Work to complete:
Please return all records verbatim, no pictures.

Information provided:
★ ★ ★ ★
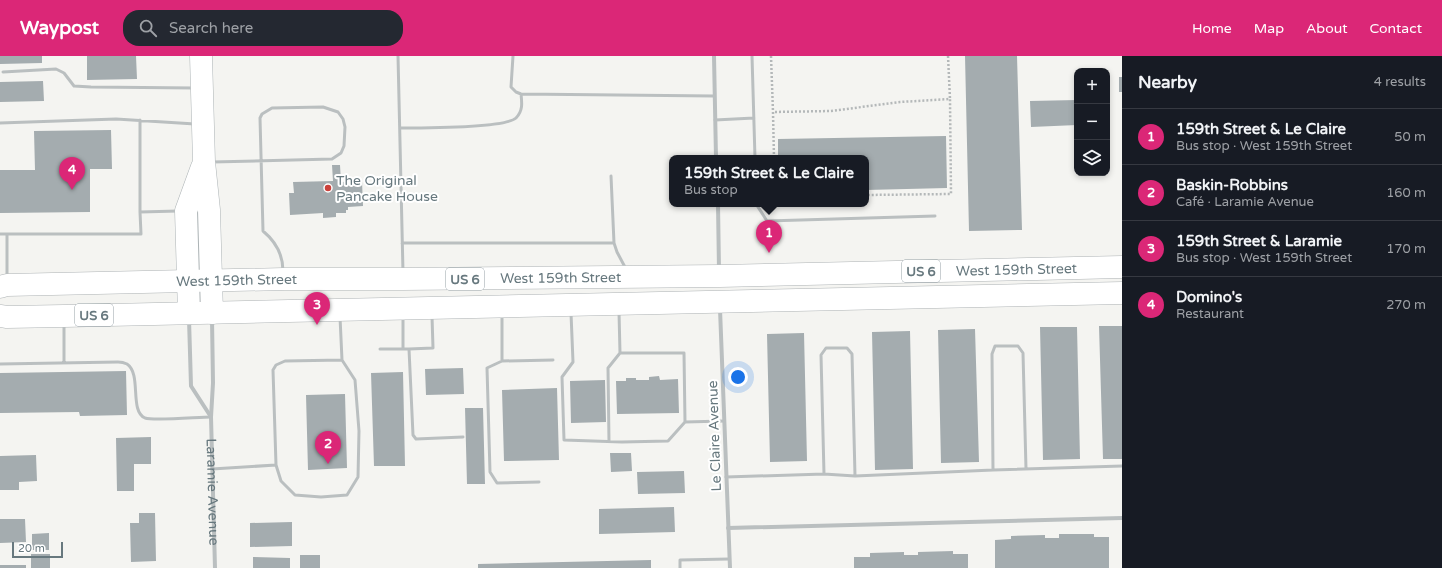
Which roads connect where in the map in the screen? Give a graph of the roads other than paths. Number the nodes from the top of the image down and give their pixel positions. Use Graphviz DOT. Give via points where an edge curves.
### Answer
graph roads {
  1 [pos="201,56"];
  2 [pos="398,56"];
  3 [pos="513,56"];
  4 [pos="714,56"];
  5 [pos="752,56"];
  6 [pos="3,72"];
  7 [pos="202,88"];
  8 [pos="521,94"];
  9 [pos="714,96"];
  10 [pos="754,118"];
  11 [pos="140,120"];
  12 [pos="715,120"];
  13 [pos="0,123"];
  14 [pos="203,124"];
  15 [pos="400,128"];
  16 [pos="716,155"];
  17 [pos="755,155"];
  18 [pos="261,160"];
  19 [pos="204,162"];
  20 [pos="611,176"];
  21 [pos="718,207"];
  22 [pos="758,207"];
  23 [pos="186,211"];
  24 [pos="140,212"];
  25 [pos="935,216"];
  26 [pos="0,234"];
  27 [pos="7,234"];
  28 [pos="402,243"];
  29 [pos="614,243"];
  30 [pos="1122,267"];
  31 [pos="720,276"];
  32 [pos="631,277"];
  33 [pos="284,279"];
  34 [pos="403,279"];
  35 [pos="188,281"];
  36 [pos="211,281"];
  37 [pos="3,286"];
  38 [pos="1122,293"];
  39 [pos="720,302"];
  40 [pos="619,304"];
  41 [pos="571,305"];
  42 [pos="502,306"];
  43 [pos="403,308"];
  44 [pos="432,308"];
  45 [pos="340,310"];
  46 [pos="189,313"];
  47 [pos="212,313"];
  48 [pos="0,316"];
  49 [pos="64,316"];
  50 [pos="409,348"];
  51 [pos="380,349"];
  52 [pos="403,349"];
  53 [pos="620,353"];
  54 [pos="342,360"];
  55 [pos="553,360"];
  56 [pos="502,361"];
  57 [pos="64,363"];
  58 [pos="0,364"];
  59 [pos="211,417"];
  60 [pos="724,421"];
  61 [pos="684,422"];
  62 [pos="463,437"];
  63 [pos="610,442"];
  64 [pos="276,465"];
  65 [pos="1122,466"];
  66 [pos="212,469"];
  67 [pos="1026,469"];
  68 [pos="993,470"];
  69 [pos="824,474"];
  70 [pos="855,476"];
  71 [pos="726,477"];
  72 [pos="539,482"];
  73 [pos="1122,518"];
  74 [pos="728,528"];
  75 [pos="729,559"];
  76 [pos="215,568"];
  77 [pos="680,568"];
  78 [pos="730,568"];
  1 -- 7 [label="main road, Laramie Avenue"];
  2 -- 15 [label="lane"];
  3 -- 8 [label="lane" via="511,87"];
  4 -- 9 [label="street"];
  5 -- 10 [label="lane"];
  6 -- 7 [label="lane" via="56,69 64,73 74,86 85,87"];
  7 -- 14 [label="main road, Laramie Avenue"];
  8 -- 9 [label="lane"];
  8 -- 15 [label="lane" via="520,112 515,119 471,126"];
  9 -- 12 [label="street"];
  10 -- 12 [label="lane"];
  10 -- 17 [label="lane"];
  11 -- 13 [label="lane"];
  11 -- 14 [label="lane"];
  11 -- 24 [label="lane"];
  12 -- 16 [label="street"];
  14 -- 19 [label="main road, Laramie Avenue"];
  15 -- 28 [label="lane"];
  18 -- 18 [label="lane" via="260,118 272,108 323,107 338,112 343,119 346,128 344,146 341,153 332,158"];
  18 -- 19 [label="lane"];
  18 -- 33 [label="lane" via="262,231 271,238 279,251 283,261"];
  19 -- 23 [label="main road, Laramie Avenue"];
  19 -- 36 [label="main road, Laramie Avenue" via="209,210"];
  20 -- 29 [label="lane"];
  21 -- 31 [label="street"];
  22 -- 25 [label="lane" via="767,222"];
  23 -- 24 [label="lane"];
  23 -- 35 [label="main road, Laramie Avenue"];
  24 -- 27 [label="lane" via="141,234"];
  26 -- 27 [label="lane"];
  27 -- 37 [label="lane"];
  28 -- 29 [label="lane"];
  28 -- 34 [label="lane"];
  29 -- 32 [label="lane"];
  30 -- 31 [label="main road, West 159th Street / US 6"];
  31 -- 32 [label="main road, West 159th Street / US 6"];
  32 -- 34 [label="main road, West 159th Street / US 6"];
  33 -- 34 [label="main road, West 159th Street / US 6"];
  33 -- 36 [label="main road, West 159th Street / US 6"];
  35 -- 36 [label="main road, West 159th Street / US 6"];
  35 -- 37 [label="main road, West 159th Street / US 6"];
  35 -- 46 [label="main road, Laramie Avenue"];
  36 -- 47 [label="main road, Laramie Avenue"];
  38 -- 39 [label="main road, West 159th Street / US 6"];
  39 -- 40 [label="main road, West 159th Street / US 6"];
  39 -- 60 [label="street, Le Claire Avenue"];
  40 -- 41 [label="main road, West 159th Street / US 6"];
  40 -- 53 [label="lane"];
  41 -- 42 [label="main road, West 159th Street / US 6"];
  41 -- 63 [label="lane" via="573,362 562,377 564,440"];
  42 -- 44 [label="main road, West 159th Street / US 6"];
  42 -- 56 [label="lane"];
  43 -- 44 [label="main road, West 159th Street / US 6"];
  43 -- 45 [label="main road, West 159th Street / US 6"];
  43 -- 52 [label="lane"];
  44 -- 50 [label="lane" via="433,348"];
  45 -- 47 [label="main road, West 159th Street / US 6"];
  45 -- 54 [label="lane"];
  46 -- 47 [label="main road, West 159th Street / US 6"];
  46 -- 49 [label="main road, West 159th Street / US 6"];
  46 -- 59 [label="street, Laramie Avenue" via="191,386"];
  47 -- 59 [label="street, Laramie Avenue"];
  48 -- 49 [label="main road, West 159th Street / US 6"];
  49 -- 57 [label="lane"];
  50 -- 52 [label="lane"];
  50 -- 62 [label="lane" via="413,435 416,439"];
  51 -- 52 [label="lane"];
  53 -- 61 [label="lane" via="684,353"];
  53 -- 63 [label="lane" via="608,368"];
  54 -- 64 [label="lane" via="285,361 276,365 273,375"];
  54 -- 64 [label="lane" via="355,380 359,431 358,477 346,495 295,495 281,481"];
  55 -- 56 [label="lane"];
  56 -- 72 [label="lane" via="486,368 490,472 498,483"];
  57 -- 58 [label="lane"];
  57 -- 59 [label="lane" via="127,364 132,371 137,404 145,418"];
  59 -- 66 [label="street, Laramie Avenue"];
  60 -- 61 [label="lane"];
  60 -- 71 [label="street, Le Claire Avenue"];
  61 -- 63 [label="lane" via="668,441"];
  64 -- 66 [label="lane"];
  65 -- 67 [label="lane"];
  66 -- 76 [label="street, Laramie Avenue"];
  67 -- 68 [label="lane"];
  67 -- 68 [label="lane" via="1023,353 1018,346 995,346 992,354"];
  68 -- 70 [label="lane"];
  69 -- 70 [label="lane"];
  69 -- 70 [label="lane" via="821,355 826,348 847,348 852,354"];
  69 -- 71 [label="lane"];
  71 -- 74 [label="street, Le Claire Avenue"];
  73 -- 74 [label="street"];
  74 -- 75 [label="street, Le Claire Avenue"];
  75 -- 77 [label="lane" via="680,560"];
  75 -- 78 [label="street, Le Claire Avenue"];
}
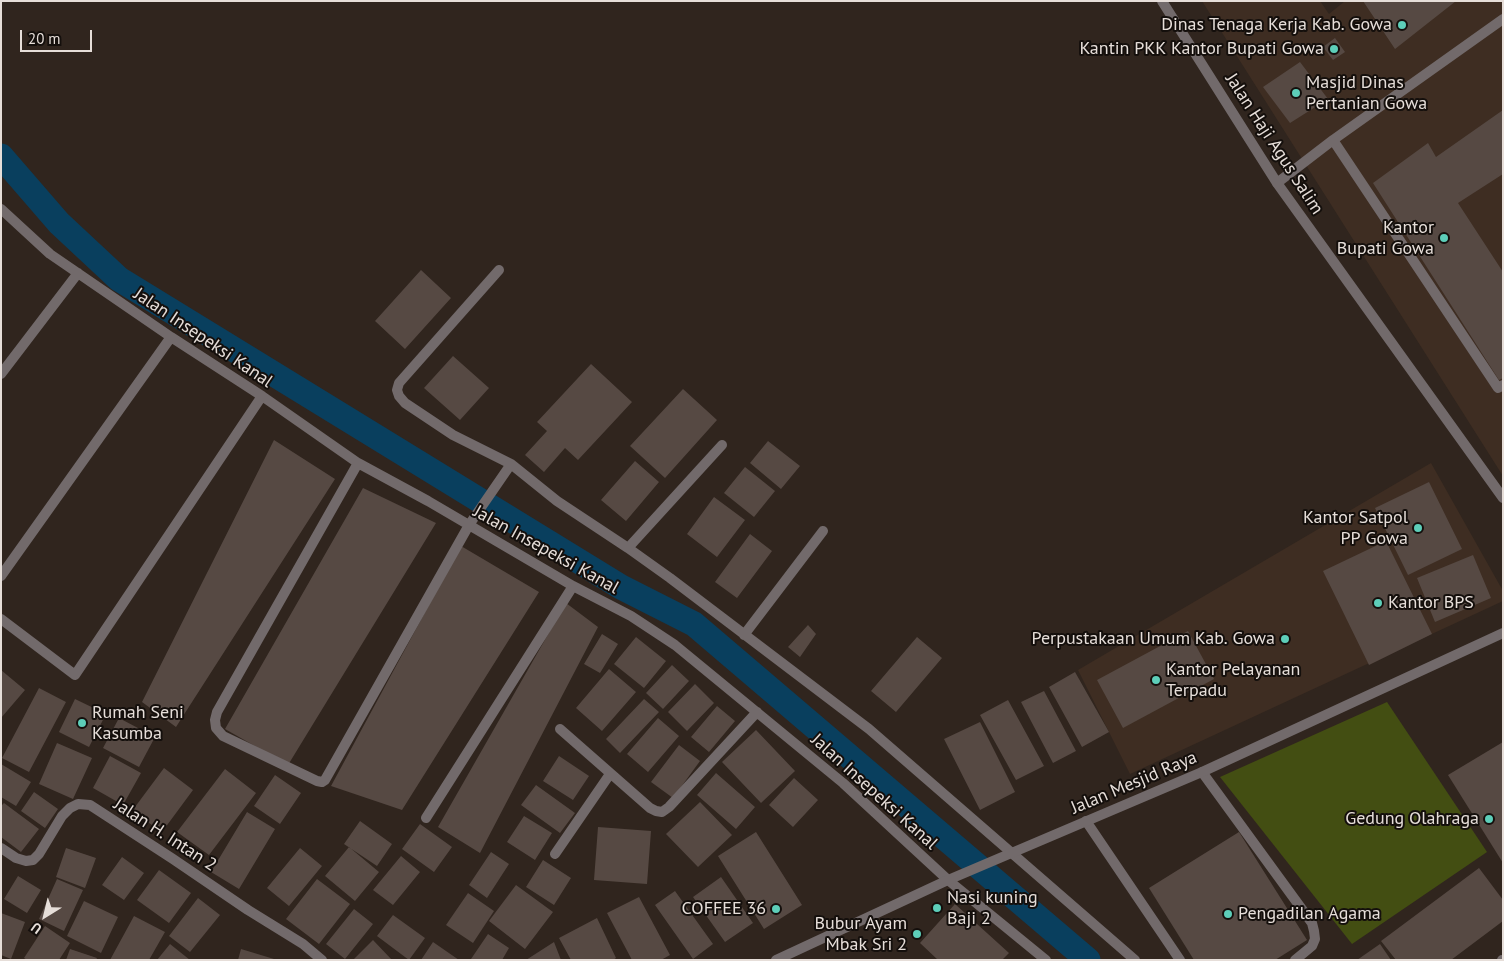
★ ★ ★ ★
Worked solution:
Which roads connect where in the map in the screen? Give a graph of the roads other than paths. Number the nodes from the top of the image down and give their pixel positions. Use Graphviz DOT. Give via points where an edge curves.
### Answer
graph roads {
  1 [pos="201,56"];
  2 [pos="398,56"];
  3 [pos="513,56"];
  4 [pos="714,56"];
  5 [pos="752,56"];
  6 [pos="3,72"];
  7 [pos="202,88"];
  8 [pos="521,94"];
  9 [pos="714,96"];
  10 [pos="754,118"];
  11 [pos="140,120"];
  12 [pos="715,120"];
  13 [pos="0,123"];
  14 [pos="203,124"];
  15 [pos="400,128"];
  16 [pos="716,155"];
  17 [pos="755,155"];
  18 [pos="261,160"];
  19 [pos="204,162"];
  20 [pos="611,176"];
  21 [pos="718,207"];
  22 [pos="758,207"];
  23 [pos="186,211"];
  24 [pos="140,212"];
  25 [pos="935,216"];
  26 [pos="0,234"];
  27 [pos="7,234"];
  28 [pos="402,243"];
  29 [pos="614,243"];
  30 [pos="1122,267"];
  31 [pos="720,276"];
  32 [pos="631,277"];
  33 [pos="284,279"];
  34 [pos="403,279"];
  35 [pos="188,281"];
  36 [pos="211,281"];
  37 [pos="3,286"];
  38 [pos="1122,293"];
  39 [pos="720,302"];
  40 [pos="619,304"];
  41 [pos="571,305"];
  42 [pos="502,306"];
  43 [pos="403,308"];
  44 [pos="432,308"];
  45 [pos="340,310"];
  46 [pos="189,313"];
  47 [pos="212,313"];
  48 [pos="0,316"];
  49 [pos="64,316"];
  50 [pos="409,348"];
  51 [pos="380,349"];
  52 [pos="403,349"];
  53 [pos="620,353"];
  54 [pos="342,360"];
  55 [pos="553,360"];
  56 [pos="502,361"];
  57 [pos="64,363"];
  58 [pos="0,364"];
  59 [pos="211,417"];
  60 [pos="724,421"];
  61 [pos="684,422"];
  62 [pos="463,437"];
  63 [pos="610,442"];
  64 [pos="276,465"];
  65 [pos="1122,466"];
  66 [pos="212,469"];
  67 [pos="1026,469"];
  68 [pos="993,470"];
  69 [pos="824,474"];
  70 [pos="855,476"];
  71 [pos="726,477"];
  72 [pos="539,482"];
  73 [pos="1122,518"];
  74 [pos="728,528"];
  75 [pos="729,559"];
  76 [pos="215,568"];
  77 [pos="680,568"];
  78 [pos="730,568"];
  1 -- 7 [label="main road, Laramie Avenue"];
  2 -- 15 [label="lane"];
  3 -- 8 [label="lane" via="511,87"];
  4 -- 9 [label="street"];
  5 -- 10 [label="lane"];
  6 -- 7 [label="lane" via="56,69 64,73 74,86 85,87"];
  7 -- 14 [label="main road, Laramie Avenue"];
  8 -- 9 [label="lane"];
  8 -- 15 [label="lane" via="520,112 515,119 471,126"];
  9 -- 12 [label="street"];
  10 -- 12 [label="lane"];
  10 -- 17 [label="lane"];
  11 -- 13 [label="lane"];
  11 -- 14 [label="lane"];
  11 -- 24 [label="lane"];
  12 -- 16 [label="street"];
  14 -- 19 [label="main road, Laramie Avenue"];
  15 -- 28 [label="lane"];
  18 -- 18 [label="lane" via="260,118 272,108 323,107 338,112 343,119 346,128 344,146 341,153 332,158"];
  18 -- 19 [label="lane"];
  18 -- 33 [label="lane" via="262,231 271,238 279,251 283,261"];
  19 -- 23 [label="main road, Laramie Avenue"];
  19 -- 36 [label="main road, Laramie Avenue" via="209,210"];
  20 -- 29 [label="lane"];
  21 -- 31 [label="street"];
  22 -- 25 [label="lane" via="767,222"];
  23 -- 24 [label="lane"];
  23 -- 35 [label="main road, Laramie Avenue"];
  24 -- 27 [label="lane" via="141,234"];
  26 -- 27 [label="lane"];
  27 -- 37 [label="lane"];
  28 -- 29 [label="lane"];
  28 -- 34 [label="lane"];
  29 -- 32 [label="lane"];
  30 -- 31 [label="main road, West 159th Street / US 6"];
  31 -- 32 [label="main road, West 159th Street / US 6"];
  32 -- 34 [label="main road, West 159th Street / US 6"];
  33 -- 34 [label="main road, West 159th Street / US 6"];
  33 -- 36 [label="main road, West 159th Street / US 6"];
  35 -- 36 [label="main road, West 159th Street / US 6"];
  35 -- 37 [label="main road, West 159th Street / US 6"];
  35 -- 46 [label="main road, Laramie Avenue"];
  36 -- 47 [label="main road, Laramie Avenue"];
  38 -- 39 [label="main road, West 159th Street / US 6"];
  39 -- 40 [label="main road, West 159th Street / US 6"];
  39 -- 60 [label="street, Le Claire Avenue"];
  40 -- 41 [label="main road, West 159th Street / US 6"];
  40 -- 53 [label="lane"];
  41 -- 42 [label="main road, West 159th Street / US 6"];
  41 -- 63 [label="lane" via="573,362 562,377 564,440"];
  42 -- 44 [label="main road, West 159th Street / US 6"];
  42 -- 56 [label="lane"];
  43 -- 44 [label="main road, West 159th Street / US 6"];
  43 -- 45 [label="main road, West 159th Street / US 6"];
  43 -- 52 [label="lane"];
  44 -- 50 [label="lane" via="433,348"];
  45 -- 47 [label="main road, West 159th Street / US 6"];
  45 -- 54 [label="lane"];
  46 -- 47 [label="main road, West 159th Street / US 6"];
  46 -- 49 [label="main road, West 159th Street / US 6"];
  46 -- 59 [label="street, Laramie Avenue" via="191,386"];
  47 -- 59 [label="street, Laramie Avenue"];
  48 -- 49 [label="main road, West 159th Street / US 6"];
  49 -- 57 [label="lane"];
  50 -- 52 [label="lane"];
  50 -- 62 [label="lane" via="413,435 416,439"];
  51 -- 52 [label="lane"];
  53 -- 61 [label="lane" via="684,353"];
  53 -- 63 [label="lane" via="608,368"];
  54 -- 64 [label="lane" via="285,361 276,365 273,375"];
  54 -- 64 [label="lane" via="355,380 359,431 358,477 346,495 295,495 281,481"];
  55 -- 56 [label="lane"];
  56 -- 72 [label="lane" via="486,368 490,472 498,483"];
  57 -- 58 [label="lane"];
  57 -- 59 [label="lane" via="127,364 132,371 137,404 145,418"];
  59 -- 66 [label="street, Laramie Avenue"];
  60 -- 61 [label="lane"];
  60 -- 71 [label="street, Le Claire Avenue"];
  61 -- 63 [label="lane" via="668,441"];
  64 -- 66 [label="lane"];
  65 -- 67 [label="lane"];
  66 -- 76 [label="street, Laramie Avenue"];
  67 -- 68 [label="lane"];
  67 -- 68 [label="lane" via="1023,353 1018,346 995,346 992,354"];
  68 -- 70 [label="lane"];
  69 -- 70 [label="lane"];
  69 -- 70 [label="lane" via="821,355 826,348 847,348 852,354"];
  69 -- 71 [label="lane"];
  71 -- 74 [label="street, Le Claire Avenue"];
  73 -- 74 [label="street"];
  74 -- 75 [label="street, Le Claire Avenue"];
  75 -- 77 [label="lane" via="680,560"];
  75 -- 78 [label="street, Le Claire Avenue"];
}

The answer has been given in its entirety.